- EXERCISE OBJECTIVE -
When you transcribe the listing that follows, keep every line exact and skip any picture.

::::

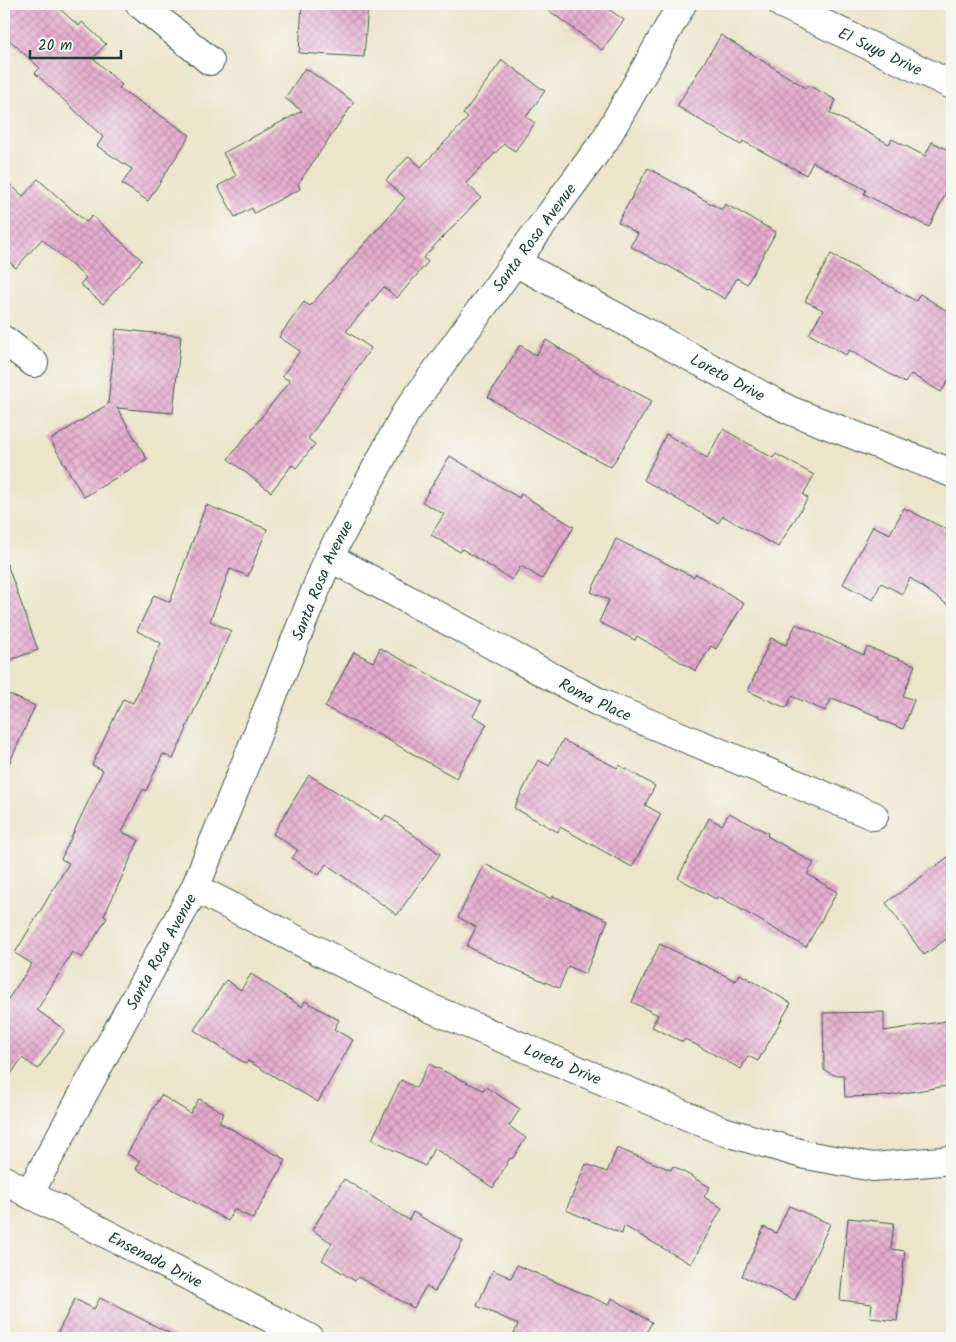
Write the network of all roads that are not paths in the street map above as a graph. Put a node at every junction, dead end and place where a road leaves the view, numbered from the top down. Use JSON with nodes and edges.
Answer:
{"nodes":[{"id":1,"x":140,"y":4,"type":"edge"},
{"id":2,"x":682,"y":4,"type":"edge"},
{"id":3,"x":782,"y":4,"type":"edge"},
{"id":4,"x":210,"y":61,"type":"dead end"},
{"id":5,"x":952,"y":85,"type":"edge"},
{"id":6,"x":515,"y":262,"type":"junction"},
{"id":7,"x":4,"y":340,"type":"edge"},
{"id":8,"x":34,"y":363,"type":"dead end"},
{"id":9,"x":952,"y":473,"type":"edge"},
{"id":10,"x":329,"y":557,"type":"junction"},
{"id":11,"x":874,"y":816,"type":"dead end"},
{"id":12,"x":195,"y":888,"type":"junction"},
{"id":13,"x":952,"y":1160,"type":"edge"},
{"id":14,"x":4,"y":1180,"type":"edge"},
{"id":15,"x":29,"y":1194,"type":"junction"},
{"id":16,"x":310,"y":1338,"type":"edge"}],
"edges":[{"from":1,"to":4,"type":"street"},
{"from":2,"to":6,"type":"street","name":"Santa Rosa Avenue"},
{"from":3,"to":5,"type":"street","name":"El Suyo Drive"},
{"from":6,"to":9,"type":"street","name":"Loreto Drive"},
{"from":6,"to":10,"type":"street","name":"Santa Rosa Avenue"},
{"from":7,"to":8,"type":"street"},
{"from":10,"to":11,"type":"street","name":"Roma Place"},
{"from":10,"to":12,"type":"street","name":"Santa Rosa Avenue"},
{"from":12,"to":13,"type":"street","name":"Loreto Drive"},
{"from":12,"to":15,"type":"street","name":"Santa Rosa Avenue"},
{"from":14,"to":15,"type":"street","name":"Ensenada Drive"},
{"from":15,"to":16,"type":"street","name":"Ensenada Drive"}]}
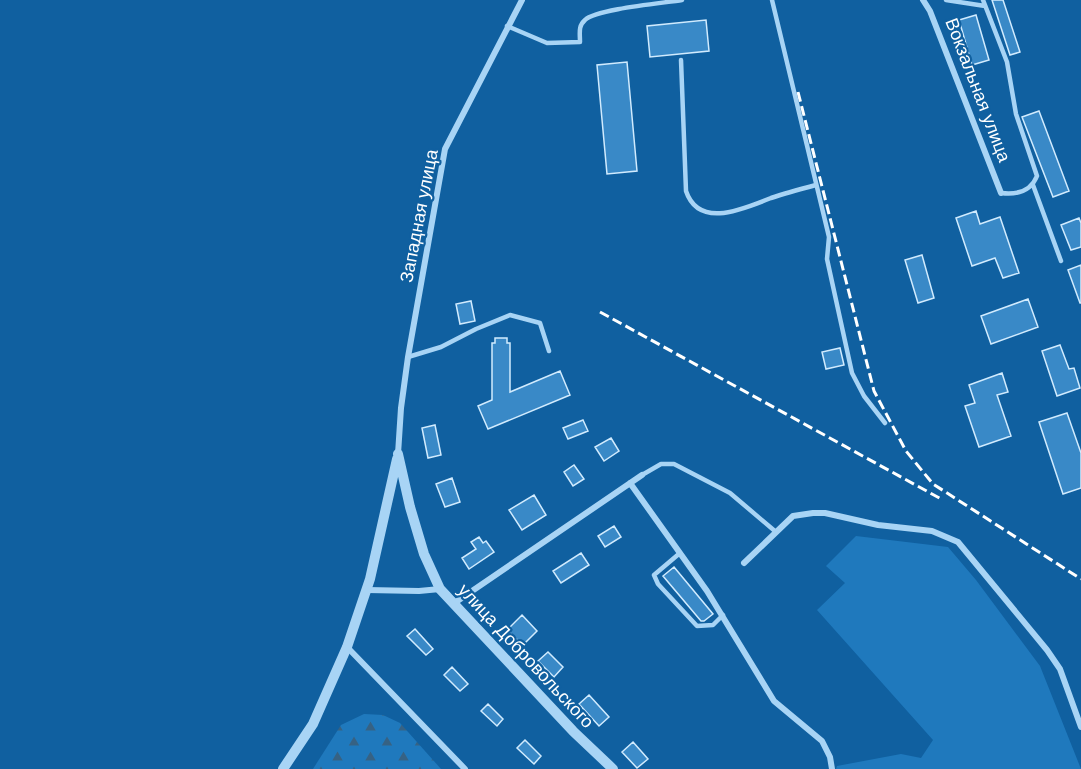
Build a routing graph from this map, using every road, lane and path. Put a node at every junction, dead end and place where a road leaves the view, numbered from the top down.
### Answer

::::

- COMPLETED TASK -
Write the network of all roads that are not paths in the street map above as a graph. Put a node at every junction, dead end and place where a road leaves the view, numbered from the top down. Use JSON with nodes and edges.
Answer:
{"nodes":[{"id":1,"x":140,"y":4,"type":"edge"},
{"id":2,"x":682,"y":4,"type":"edge"},
{"id":3,"x":782,"y":4,"type":"edge"},
{"id":4,"x":210,"y":61,"type":"dead end"},
{"id":5,"x":952,"y":85,"type":"edge"},
{"id":6,"x":515,"y":262,"type":"junction"},
{"id":7,"x":4,"y":340,"type":"edge"},
{"id":8,"x":34,"y":363,"type":"dead end"},
{"id":9,"x":952,"y":473,"type":"edge"},
{"id":10,"x":329,"y":557,"type":"junction"},
{"id":11,"x":874,"y":816,"type":"dead end"},
{"id":12,"x":195,"y":888,"type":"junction"},
{"id":13,"x":952,"y":1160,"type":"edge"},
{"id":14,"x":4,"y":1180,"type":"edge"},
{"id":15,"x":29,"y":1194,"type":"junction"},
{"id":16,"x":310,"y":1338,"type":"edge"}],
"edges":[{"from":1,"to":4,"type":"street"},
{"from":2,"to":6,"type":"street","name":"Santa Rosa Avenue"},
{"from":3,"to":5,"type":"street","name":"El Suyo Drive"},
{"from":6,"to":9,"type":"street","name":"Loreto Drive"},
{"from":6,"to":10,"type":"street","name":"Santa Rosa Avenue"},
{"from":7,"to":8,"type":"street"},
{"from":10,"to":11,"type":"street","name":"Roma Place"},
{"from":10,"to":12,"type":"street","name":"Santa Rosa Avenue"},
{"from":12,"to":13,"type":"street","name":"Loreto Drive"},
{"from":12,"to":15,"type":"street","name":"Santa Rosa Avenue"},
{"from":14,"to":15,"type":"street","name":"Ensenada Drive"},
{"from":15,"to":16,"type":"street","name":"Ensenada Drive"}]}
Build a routing graph from this map, using every road, lane and path. Put a node at every junction, dead end and place where a road leaves the view, numbered from the top down.
### Answer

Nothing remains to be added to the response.